Assignment:
In the listing beneath this line, copy exactly the lines starting with the one containing "<< /PageSize [1577 1102] >> setpagedevice" and going on through the one containing "4 setmiterlimit".

◆ ◆ ◆

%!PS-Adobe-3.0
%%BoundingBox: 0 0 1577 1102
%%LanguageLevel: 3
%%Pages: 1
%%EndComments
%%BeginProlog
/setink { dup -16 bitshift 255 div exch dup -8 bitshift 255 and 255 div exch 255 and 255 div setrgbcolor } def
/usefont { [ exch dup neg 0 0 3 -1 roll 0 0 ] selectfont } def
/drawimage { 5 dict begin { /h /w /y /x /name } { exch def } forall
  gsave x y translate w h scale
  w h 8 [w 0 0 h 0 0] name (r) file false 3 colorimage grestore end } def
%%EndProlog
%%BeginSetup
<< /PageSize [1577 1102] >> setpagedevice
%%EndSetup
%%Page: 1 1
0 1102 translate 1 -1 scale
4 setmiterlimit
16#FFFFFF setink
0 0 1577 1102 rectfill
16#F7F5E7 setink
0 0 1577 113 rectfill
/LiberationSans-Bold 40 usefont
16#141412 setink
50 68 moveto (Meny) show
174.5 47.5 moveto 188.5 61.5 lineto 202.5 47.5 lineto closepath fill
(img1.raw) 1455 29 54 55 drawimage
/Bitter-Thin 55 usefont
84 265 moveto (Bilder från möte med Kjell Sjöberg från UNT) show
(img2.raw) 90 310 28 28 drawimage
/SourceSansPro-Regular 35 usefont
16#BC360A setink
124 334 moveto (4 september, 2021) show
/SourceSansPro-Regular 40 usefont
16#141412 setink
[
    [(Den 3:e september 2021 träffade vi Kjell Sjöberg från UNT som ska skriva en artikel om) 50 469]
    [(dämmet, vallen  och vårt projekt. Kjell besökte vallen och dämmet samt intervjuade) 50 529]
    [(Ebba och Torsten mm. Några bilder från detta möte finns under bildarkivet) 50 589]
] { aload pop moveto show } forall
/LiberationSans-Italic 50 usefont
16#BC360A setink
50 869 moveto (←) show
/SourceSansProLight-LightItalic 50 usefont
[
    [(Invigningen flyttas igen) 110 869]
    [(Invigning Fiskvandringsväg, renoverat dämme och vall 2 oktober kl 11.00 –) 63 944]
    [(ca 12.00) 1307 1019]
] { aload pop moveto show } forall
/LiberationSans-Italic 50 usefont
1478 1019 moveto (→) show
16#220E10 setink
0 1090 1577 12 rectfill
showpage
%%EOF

◆ ◆ ◆

Written answer:
<< /PageSize [1577 1102] >> setpagedevice
%%EndSetup
%%Page: 1 1
0 1102 translate 1 -1 scale
4 setmiterlimit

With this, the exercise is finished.